It’s deja vu for Acer Inc (宏碁) founder Stan Shih (施振榮) as he prepares to step down again later this month — he retired 10 years ago, but returned to take back the reins of the struggling Taiwanese PC maker.
Since his comeback as chairman and interim president late last year — which he always billed as a temporary measure — the company has gone through a painful restructuring, after two top executives quit over the firm’s poor performance.
However, with Acer swinging back to profit in the first quarter of this year, following three consecutive losses, 69-year-old Shih says he is looking forward, not back.
“I don’t like to waste my mind on regret, I don’t have time,” he said in an interview last week at Acer headquarters in Taipei, where industry leaders from all over the world were gathered for Computex, Asia’s largest tech trade show.
“You have to always look ahead, always be positive. It’s your choice, your destiny. You have to enjoy life,” he said.
Shih founded Acer in 1976 and built it into the world’s second-largest PC maker in its heyday, and one of the best-known Taiwanese brands internationally, before retiring in 2004.
Its fortunes have worsened in recent years as sales have been hit by competition from Apple Inc and other rivals, as well as shrinking demand for PCs.
Ahead of Computex, Acer launched its new Build Your Own Cloud (BYOC) service, touting it as the future of cloud computing, whereby individuals can access information stashed online instead of their computer hard drives.
It also revealed a wristband to track fitness, its first-ever wearable device.
With this new vision, Shih has predicted the company will “return to glory” by 2017 — still with a clear commitment to its PC-making roots.
Shih said there is now a better sense of teamwork and entrepreneurship at Acer, where senior executives took voluntary salary cuts of 30 percent as part of the overhaul.
“Before I made the decision [to return] it was a headache — my wife didn’t agree, but no one accepted my invitation to the chairmanship. I asked many people. We tried every other possible way, but there was no choice,” Shih said. “The main reason I came back was my personal social responsibility, not my investment. There are so many shareholders, so many employees and partners under Acer.”

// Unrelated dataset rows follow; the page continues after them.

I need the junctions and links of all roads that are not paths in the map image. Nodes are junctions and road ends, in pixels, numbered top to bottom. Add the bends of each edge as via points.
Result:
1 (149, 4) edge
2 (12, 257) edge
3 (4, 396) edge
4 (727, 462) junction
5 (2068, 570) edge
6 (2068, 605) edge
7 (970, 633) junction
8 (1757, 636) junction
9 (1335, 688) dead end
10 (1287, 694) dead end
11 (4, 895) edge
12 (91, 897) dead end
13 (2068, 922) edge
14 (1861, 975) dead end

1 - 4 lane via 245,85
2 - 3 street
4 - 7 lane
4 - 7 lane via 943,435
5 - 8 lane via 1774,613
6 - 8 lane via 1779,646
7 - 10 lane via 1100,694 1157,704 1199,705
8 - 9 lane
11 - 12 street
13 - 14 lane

The father-of-three and grandfather-of-eight is to step down as chairman at a board meeting on June 18, but will remain a board member. Cofounder George Huang (黃少華) is to take his place as chairman.
Chip expert Jason Chen (陳俊聖) became president and CEO in December last year, and Shih’s son, Maverick Shih (施宣輝), heads up the company’s BYOC and tablet group.
“I have a new chairman, new CEO, new management team. Of course it’s just beginning, but it looks as though everything is shaping up,” Shih said. “I think all our efforts have had a good result — it’s too early to claim an achievement, but we’re encouraged.”
And his wife of 43 years, Carolyn Yeh (葉紫華), is also happy despite her initial reservations.
“She supports me and she can see it’s [the company] stabilized and turned around gradually,” he said, crediting her for looking after his health. “I get up in the morning and walk with my wife. After dinner we also walk again — 10,000 steps together every day. It’s good for us because we chat a lot when we walk.”
In September the couple is to take a cruise on the Danube River with friends, and Shih said he is relishing the prospect of taking his foot off the gas.
“I still have a personal social responsibility, but I won’t have any criteria imposed from outside, from my peers, Wall Street, quarterly results. I like to release the psychological pressure,” he said. “At some point, you have to retire.”